Data to process START

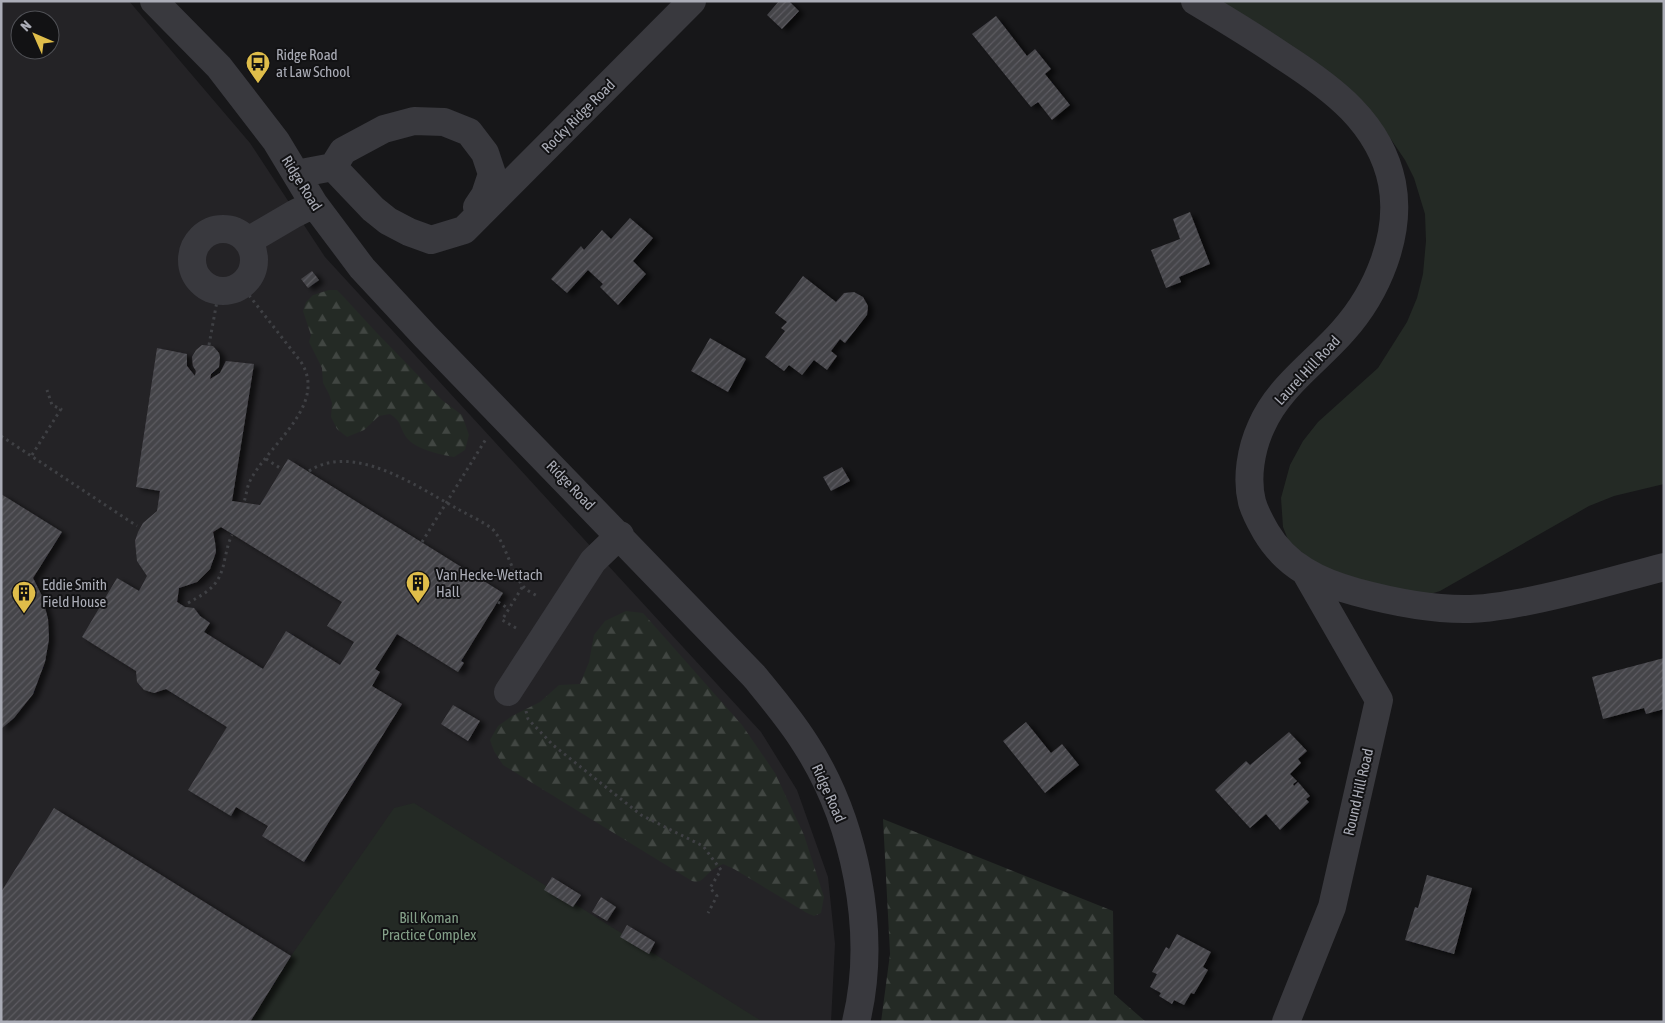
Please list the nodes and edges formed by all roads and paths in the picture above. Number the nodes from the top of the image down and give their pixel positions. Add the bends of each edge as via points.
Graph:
1 (154, 1) edge
2 (692, 1) edge
3 (1195, 1) edge
4 (333, 167) junction
5 (296, 174) junction
6 (314, 204) junction
7 (464, 230) junction
8 (248, 241) junction
9 (230, 287) junction
10 (209, 345) dead end
11 (47, 390) dead end
12 (491, 432) dead end
13 (1, 436) edge
14 (32, 455) junction
15 (266, 459) junction
16 (280, 468) dead end
17 (309, 471) dead end
18 (244, 502) dead end
19 (447, 503) junction
20 (137, 526) dead end
21 (232, 535) dead end
22 (620, 535) junction
23 (422, 542) dead end
24 (1664, 567) edge
25 (1306, 573) junction
26 (523, 586) junction
27 (530, 592) dead end
28 (498, 602) dead end
29 (188, 603) dead end
30 (509, 609) junction
31 (510, 625) dead end
32 (510, 690) joint
33 (708, 913) dead end
34 (856, 1022) edge
35 (1286, 1022) edge

1 - 5 street, Ridge Road via 220,67 276,141
2 - 7 street, Rocky Ridge Road
3 - 25 street, Laurel Hill Road via 1340,96 1372,134 1392,184 1391,239 1371,291 1344,331 1272,406 1254,445 1250,482 1257,516 1280,551
4 - 5 street
4 - 7 street, Rocky Ridge Road via 373,210 409,232 431,240
4 - 7 street via 343,151 361,140 384,129 414,121 444,122 469,132 484,153 492,174
5 - 6 street, Ridge Road
6 - 8 street
6 - 22 street, Ridge Road via 362,268
8 - 9 street via 252,248 251,272
8 - 9 street via 234,231 216,230 208,233 196,246 194,271 204,284 211,288
9 - 10 path
9 - 15 path via 296,355 308,378 306,404
11 - 14 path via 52,405 61,409
12 - 19 path
13 - 14 path
14 - 20 path
15 - 16 path
15 - 18 path via 249,483
17 - 19 path via 318,465 336,461 363,464 404,479
19 - 23 path
19 - 26 path via 494,530
21 - 29 path via 218,582
22 - 32 street via 593,561
22 - 34 street, Ridge Road via 754,676 789,719 820,770 852,852 861,900 865,967
24 - 25 street, Laurel Hill Road via 1558,596 1471,610 1405,604 1342,588
25 - 35 street, Round Hill Road via 1379,700 1332,907
26 - 27 path
26 - 30 path
28 - 30 path
30 - 31 path via 502,620
32 - 33 path via 522,697 528,719 553,745 641,815 703,846 721,870 710,888 717,896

Data to process END

▶ _Work order_
Count the lines in the records above that hold the word "edge", and give only that number.

▶ _Output for this task_
8